Further to rejuvenating the Malago river and creating a thriving and cutting edge Community Garden we would like our impact on the site to have an ongoing regenerative impact. We aim to work towards remediating the sites soil and water through a combination of bio and mycoremediation techniques. Waste streams from both the garden and the aquaponics warehouse will be repurposed to create biofiltration to neutralise contaminants. Edible mushrooms grown on site will provide the mycelia (the root system) needed for heavy metal absorption and neutralisation.
From inception to completion the project centers around the local community and works with them through a series of workshops and hands on events (see bellow). We will work independently as an organisation and through partnerships when working with groups with specific and complex needs. Groups such as the pre-entry groups from the City of Bristol College and The South Bristol Skills Academy, through the Horizons and Skills development course, which provides education and hands on learning to adults (16-25) with learning difficulties and disabilities. The gardens will also provide a training site used by Shift Bristols Practical Sustainability Course and as a research project for Bristol University students conducting bioremediation work with us. We will also be working closely with the Malago Valley Conservation Trust, Environment Agency and Manor Woods Nature reserve and Bristol Council.
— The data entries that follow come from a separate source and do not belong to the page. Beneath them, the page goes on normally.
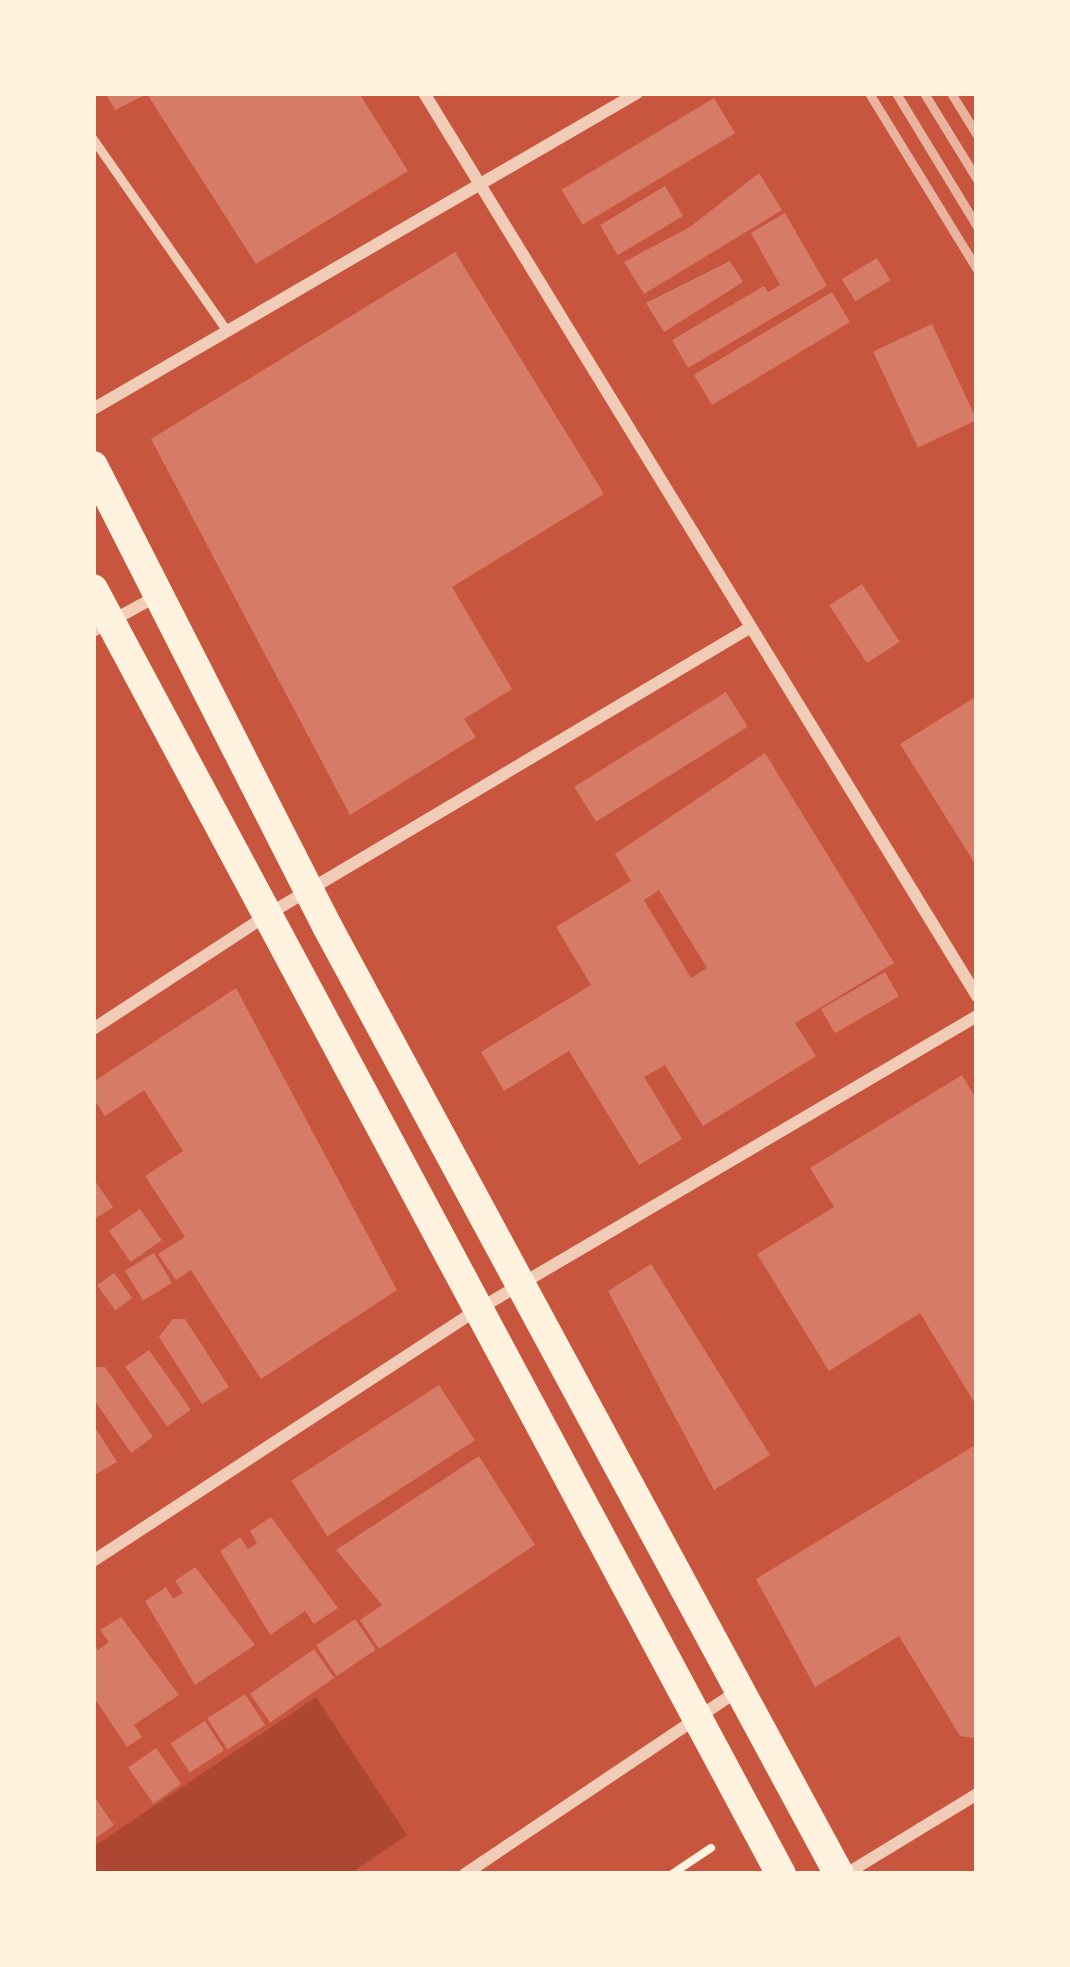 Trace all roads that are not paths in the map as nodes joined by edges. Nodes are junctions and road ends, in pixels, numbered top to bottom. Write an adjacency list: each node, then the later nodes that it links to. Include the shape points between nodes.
1 (424, 93): 4 (street)
2 (637, 93): 4 (street)
3 (93, 139): 5 (lane)
4 (480, 185): 5 (street); 11 (street)
5 (227, 331): 6 (street)
6 (93, 409)
7 (93, 466): 9 (main road)
8 (93, 589): 10 (main road)
9 (158, 595): 10 (street); 12 (main road)
10 (102, 627): 13 (main road)
11 (752, 627): 12 (street); 14 (street)
12 (308, 890): 13 (street); 17 (main road)
13 (267, 914): 16 (street); 18 (main road)
14 (977, 996)
15 (977, 1016): 17 (street)
16 (93, 1029)
17 (523, 1285): 18 (street); 20 (main road)
18 (477, 1310): 19 (street); 21 (main road)
19 (93, 1562)
20 (737, 1691): 21 (street); 25 (main road)
21 (695, 1719): 23 (street); 24 (main road)
22 (977, 1794): 25 (street)
23 (466, 1874)
24 (781, 1874)
25 (842, 1874) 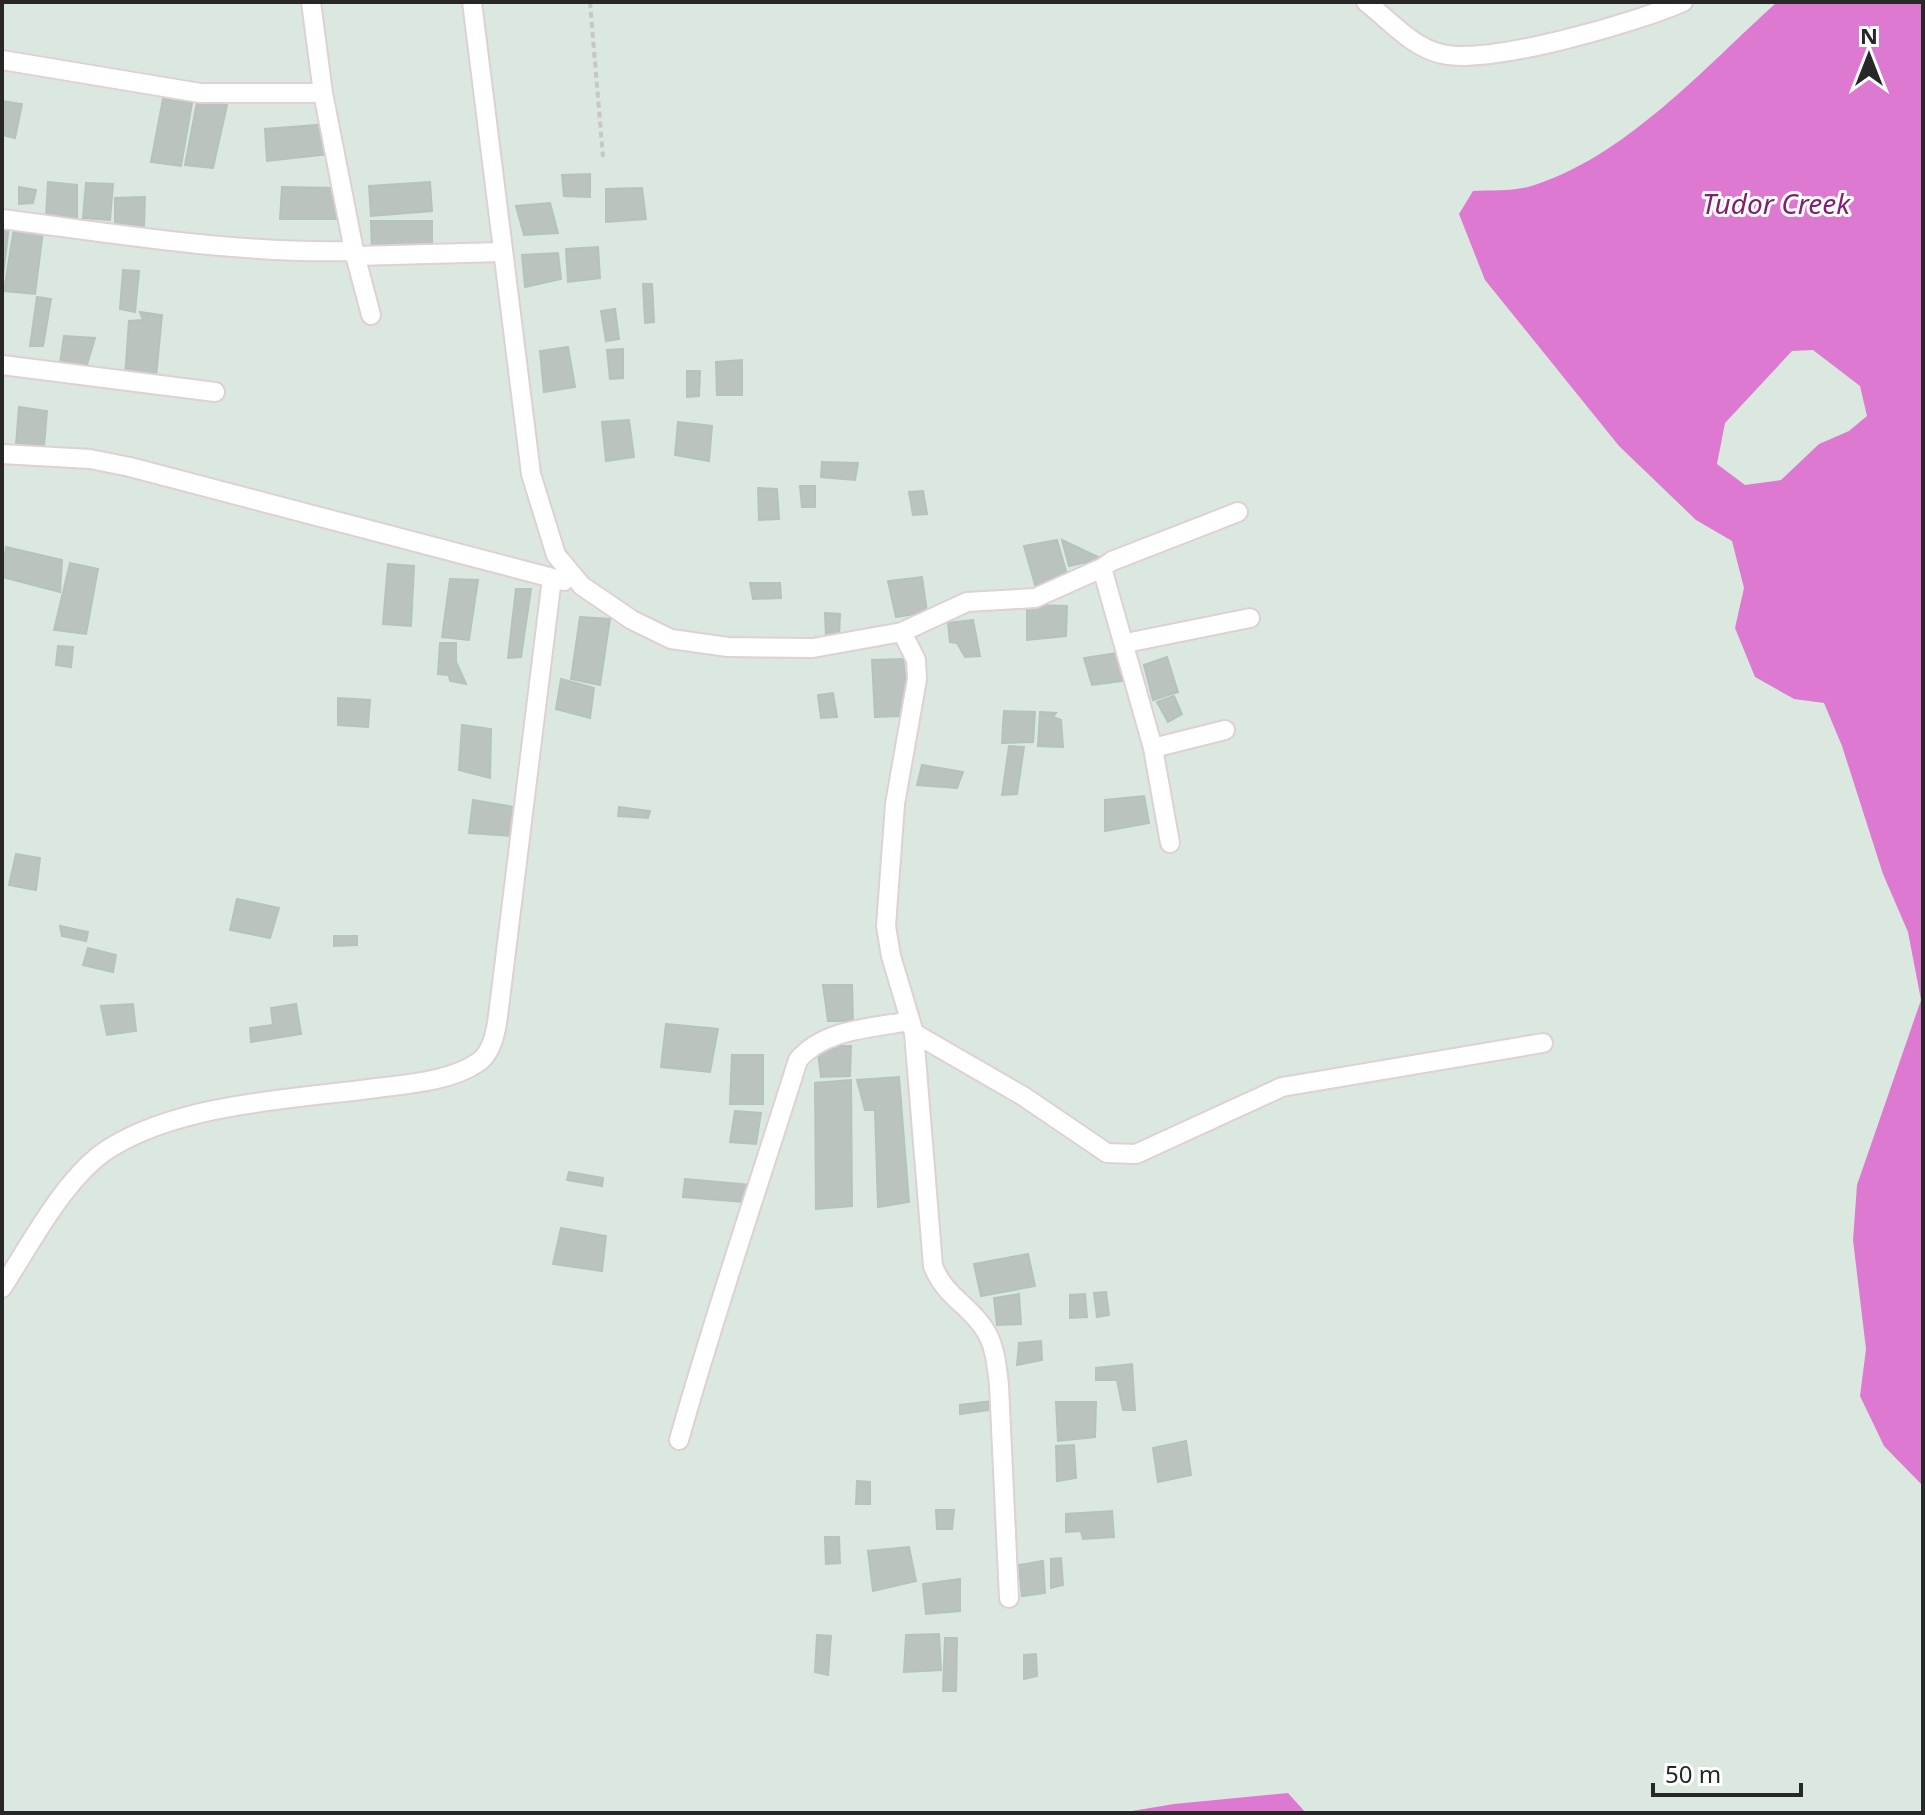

Through the work undertaken on a contaminated and run down site the local community will gain a plethora of knowledge from gaining a better understanding of their individual impact on the environment, industrial impacts on the environment, food cultivation, innovative urban growing techniques through to more complex skills such as mushroom propagation, contamination testing, vertical growing, permaculture and bio and mycoremediation techniques. We seek to reinvigorate, educate and inspire the local community and hope that our work will have effects beyond our site by changing individual behaviours, improving skills and strengthening the local community as well as demonstrating that the urban and natural environment can exist harmoniously in the heart of our cities.